### Instructions for the task
Repeat all the lines below exactly, but omit the pictures.

(Saved data entries)
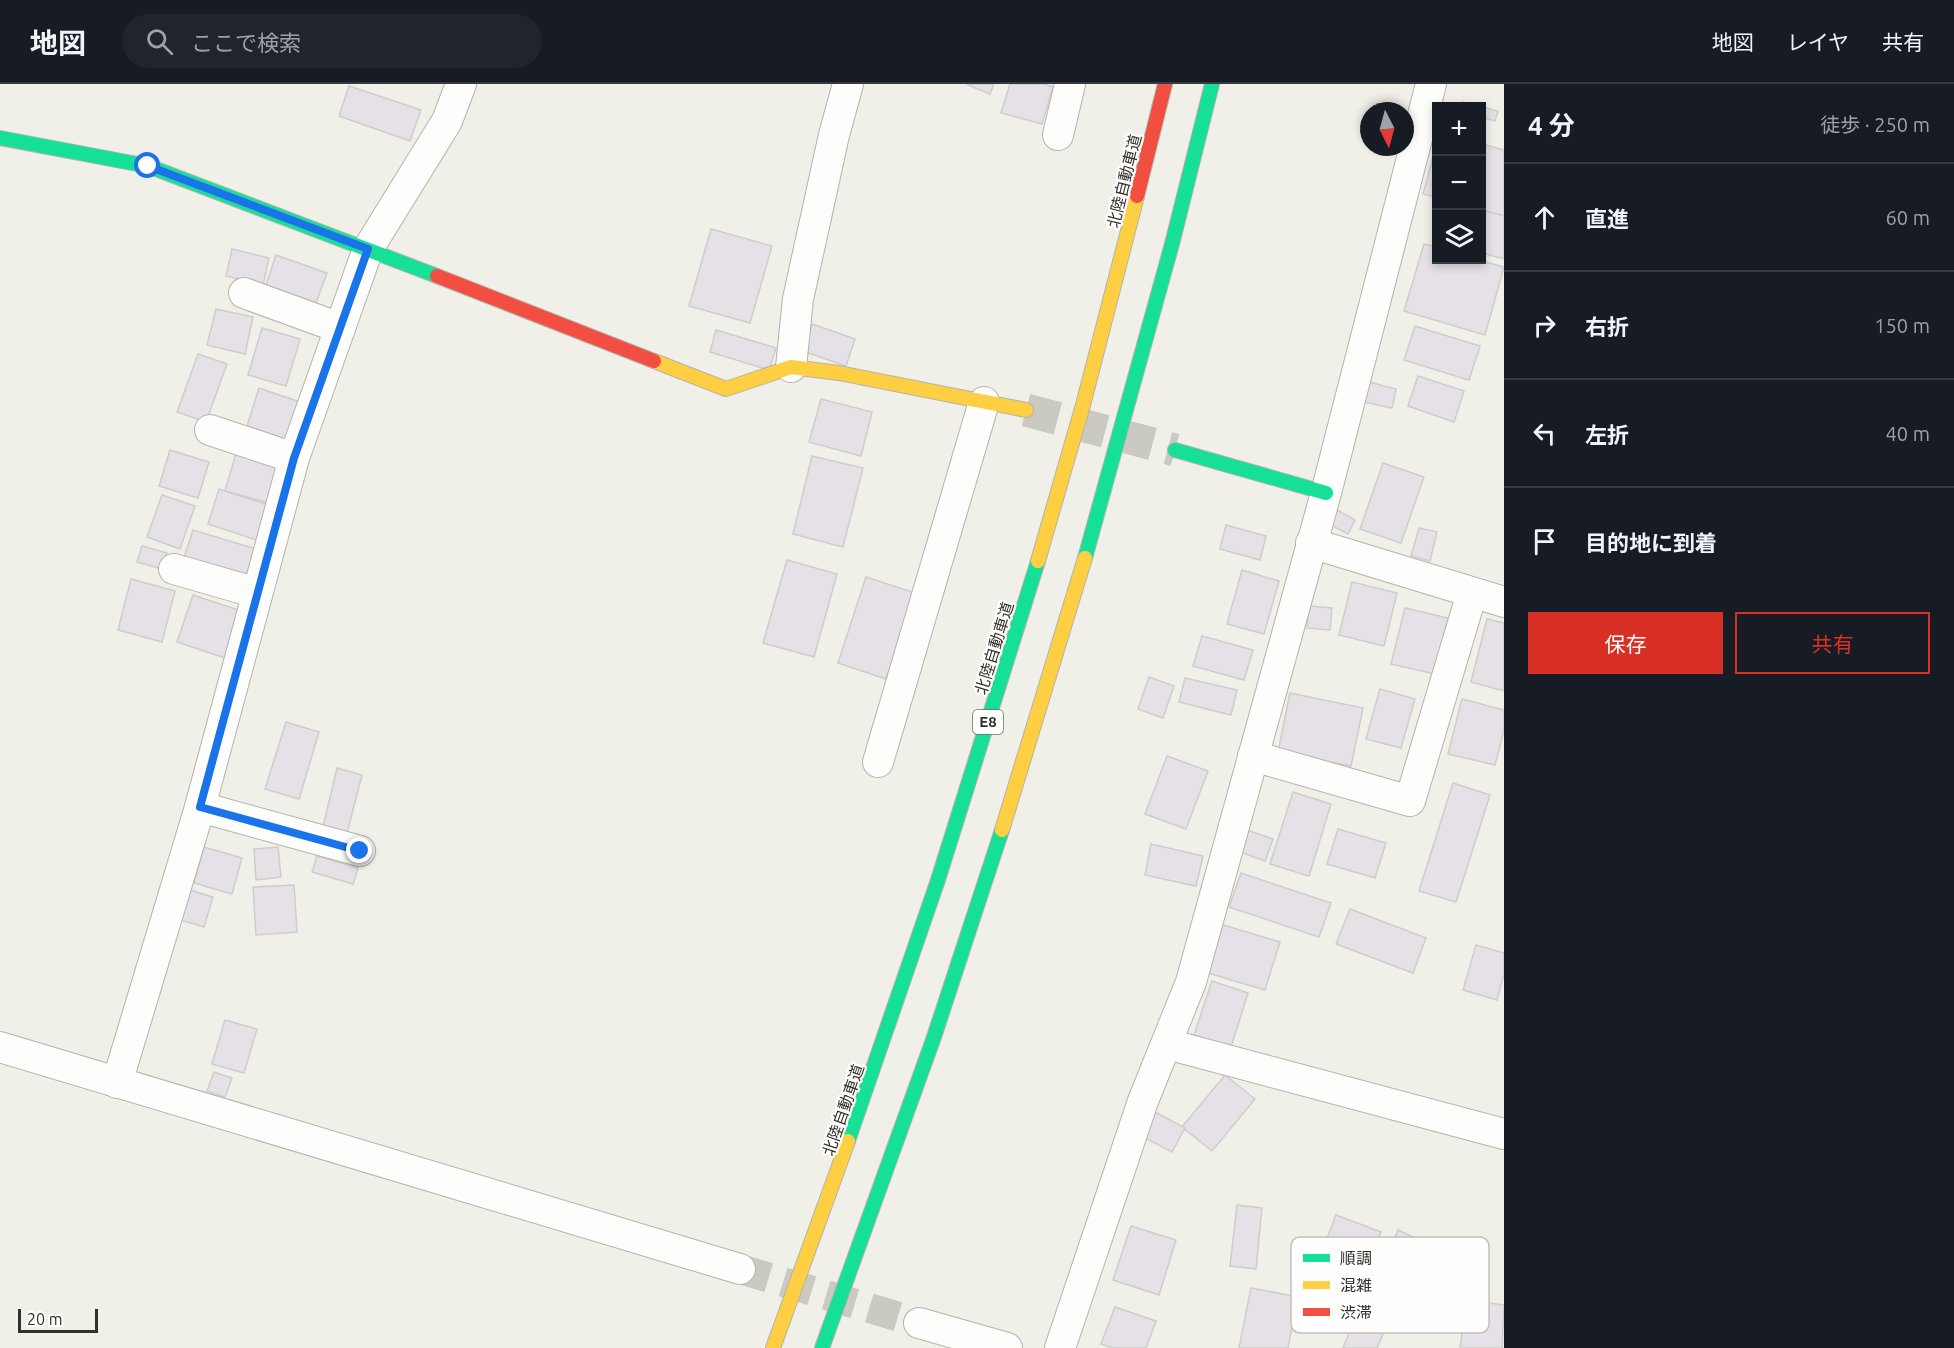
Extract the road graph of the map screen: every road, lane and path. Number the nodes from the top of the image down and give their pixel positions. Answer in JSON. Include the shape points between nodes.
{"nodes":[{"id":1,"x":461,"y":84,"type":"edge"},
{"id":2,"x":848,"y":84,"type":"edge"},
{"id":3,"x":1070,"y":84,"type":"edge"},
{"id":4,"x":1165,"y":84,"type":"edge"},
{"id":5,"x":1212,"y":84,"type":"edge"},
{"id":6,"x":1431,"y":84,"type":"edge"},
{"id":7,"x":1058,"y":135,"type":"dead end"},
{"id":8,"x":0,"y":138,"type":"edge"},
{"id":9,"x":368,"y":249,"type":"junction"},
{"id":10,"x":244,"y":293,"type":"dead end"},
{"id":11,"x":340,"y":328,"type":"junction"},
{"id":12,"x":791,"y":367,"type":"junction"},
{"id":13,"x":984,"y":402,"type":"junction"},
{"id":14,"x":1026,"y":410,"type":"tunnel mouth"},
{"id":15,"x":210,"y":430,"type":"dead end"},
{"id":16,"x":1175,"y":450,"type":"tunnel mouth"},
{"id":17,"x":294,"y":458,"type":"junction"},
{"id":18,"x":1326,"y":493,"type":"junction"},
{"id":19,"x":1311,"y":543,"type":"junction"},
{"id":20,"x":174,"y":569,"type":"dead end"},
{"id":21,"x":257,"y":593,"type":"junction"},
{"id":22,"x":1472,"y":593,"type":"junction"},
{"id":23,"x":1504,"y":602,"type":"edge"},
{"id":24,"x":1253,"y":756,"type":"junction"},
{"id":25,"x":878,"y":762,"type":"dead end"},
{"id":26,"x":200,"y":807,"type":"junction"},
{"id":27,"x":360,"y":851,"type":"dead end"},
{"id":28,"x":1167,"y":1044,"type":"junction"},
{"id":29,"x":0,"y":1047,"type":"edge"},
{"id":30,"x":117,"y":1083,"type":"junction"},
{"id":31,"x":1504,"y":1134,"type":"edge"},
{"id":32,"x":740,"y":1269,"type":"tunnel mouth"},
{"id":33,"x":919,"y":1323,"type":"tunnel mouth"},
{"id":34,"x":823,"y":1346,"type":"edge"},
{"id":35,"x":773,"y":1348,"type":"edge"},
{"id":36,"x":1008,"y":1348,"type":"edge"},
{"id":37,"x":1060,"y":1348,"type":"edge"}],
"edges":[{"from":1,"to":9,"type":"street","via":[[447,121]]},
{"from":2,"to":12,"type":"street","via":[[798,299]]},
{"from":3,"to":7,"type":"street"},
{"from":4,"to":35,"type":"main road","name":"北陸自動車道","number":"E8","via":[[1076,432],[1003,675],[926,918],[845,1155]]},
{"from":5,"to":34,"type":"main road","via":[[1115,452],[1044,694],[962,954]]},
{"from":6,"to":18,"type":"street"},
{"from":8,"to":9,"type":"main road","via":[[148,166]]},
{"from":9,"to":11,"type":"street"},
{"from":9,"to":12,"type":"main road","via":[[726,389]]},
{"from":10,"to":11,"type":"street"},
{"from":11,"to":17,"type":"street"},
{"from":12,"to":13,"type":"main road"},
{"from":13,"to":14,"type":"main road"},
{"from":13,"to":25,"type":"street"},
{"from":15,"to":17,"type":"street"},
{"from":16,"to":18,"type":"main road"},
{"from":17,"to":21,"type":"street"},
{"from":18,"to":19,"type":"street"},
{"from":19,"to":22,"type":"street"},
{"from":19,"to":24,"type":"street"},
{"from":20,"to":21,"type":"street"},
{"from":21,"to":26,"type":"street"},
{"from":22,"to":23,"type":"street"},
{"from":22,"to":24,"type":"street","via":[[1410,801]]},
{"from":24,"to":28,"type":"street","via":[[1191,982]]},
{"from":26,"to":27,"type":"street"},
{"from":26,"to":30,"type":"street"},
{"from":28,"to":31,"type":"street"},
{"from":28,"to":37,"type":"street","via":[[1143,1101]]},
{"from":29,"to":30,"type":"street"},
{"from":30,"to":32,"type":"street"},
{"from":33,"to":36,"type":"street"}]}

### Worked solution
Extract the road graph of the map screen: every road, lane and path. Number the nodes from the top of the image down and give their pixel positions. Answer in JSON. Include the shape points between nodes.
{"nodes":[{"id":1,"x":461,"y":84,"type":"edge"},
{"id":2,"x":848,"y":84,"type":"edge"},
{"id":3,"x":1070,"y":84,"type":"edge"},
{"id":4,"x":1165,"y":84,"type":"edge"},
{"id":5,"x":1212,"y":84,"type":"edge"},
{"id":6,"x":1431,"y":84,"type":"edge"},
{"id":7,"x":1058,"y":135,"type":"dead end"},
{"id":8,"x":0,"y":138,"type":"edge"},
{"id":9,"x":368,"y":249,"type":"junction"},
{"id":10,"x":244,"y":293,"type":"dead end"},
{"id":11,"x":340,"y":328,"type":"junction"},
{"id":12,"x":791,"y":367,"type":"junction"},
{"id":13,"x":984,"y":402,"type":"junction"},
{"id":14,"x":1026,"y":410,"type":"tunnel mouth"},
{"id":15,"x":210,"y":430,"type":"dead end"},
{"id":16,"x":1175,"y":450,"type":"tunnel mouth"},
{"id":17,"x":294,"y":458,"type":"junction"},
{"id":18,"x":1326,"y":493,"type":"junction"},
{"id":19,"x":1311,"y":543,"type":"junction"},
{"id":20,"x":174,"y":569,"type":"dead end"},
{"id":21,"x":257,"y":593,"type":"junction"},
{"id":22,"x":1472,"y":593,"type":"junction"},
{"id":23,"x":1504,"y":602,"type":"edge"},
{"id":24,"x":1253,"y":756,"type":"junction"},
{"id":25,"x":878,"y":762,"type":"dead end"},
{"id":26,"x":200,"y":807,"type":"junction"},
{"id":27,"x":360,"y":851,"type":"dead end"},
{"id":28,"x":1167,"y":1044,"type":"junction"},
{"id":29,"x":0,"y":1047,"type":"edge"},
{"id":30,"x":117,"y":1083,"type":"junction"},
{"id":31,"x":1504,"y":1134,"type":"edge"},
{"id":32,"x":740,"y":1269,"type":"tunnel mouth"},
{"id":33,"x":919,"y":1323,"type":"tunnel mouth"},
{"id":34,"x":823,"y":1346,"type":"edge"},
{"id":35,"x":773,"y":1348,"type":"edge"},
{"id":36,"x":1008,"y":1348,"type":"edge"},
{"id":37,"x":1060,"y":1348,"type":"edge"}],
"edges":[{"from":1,"to":9,"type":"street","via":[[447,121]]},
{"from":2,"to":12,"type":"street","via":[[798,299]]},
{"from":3,"to":7,"type":"street"},
{"from":4,"to":35,"type":"main road","name":"北陸自動車道","number":"E8","via":[[1076,432],[1003,675],[926,918],[845,1155]]},
{"from":5,"to":34,"type":"main road","via":[[1115,452],[1044,694],[962,954]]},
{"from":6,"to":18,"type":"street"},
{"from":8,"to":9,"type":"main road","via":[[148,166]]},
{"from":9,"to":11,"type":"street"},
{"from":9,"to":12,"type":"main road","via":[[726,389]]},
{"from":10,"to":11,"type":"street"},
{"from":11,"to":17,"type":"street"},
{"from":12,"to":13,"type":"main road"},
{"from":13,"to":14,"type":"main road"},
{"from":13,"to":25,"type":"street"},
{"from":15,"to":17,"type":"street"},
{"from":16,"to":18,"type":"main road"},
{"from":17,"to":21,"type":"street"},
{"from":18,"to":19,"type":"street"},
{"from":19,"to":22,"type":"street"},
{"from":19,"to":24,"type":"street"},
{"from":20,"to":21,"type":"street"},
{"from":21,"to":26,"type":"street"},
{"from":22,"to":23,"type":"street"},
{"from":22,"to":24,"type":"street","via":[[1410,801]]},
{"from":24,"to":28,"type":"street","via":[[1191,982]]},
{"from":26,"to":27,"type":"street"},
{"from":26,"to":30,"type":"street"},
{"from":28,"to":31,"type":"street"},
{"from":28,"to":37,"type":"street","via":[[1143,1101]]},
{"from":29,"to":30,"type":"street"},
{"from":30,"to":32,"type":"street"},
{"from":33,"to":36,"type":"street"}]}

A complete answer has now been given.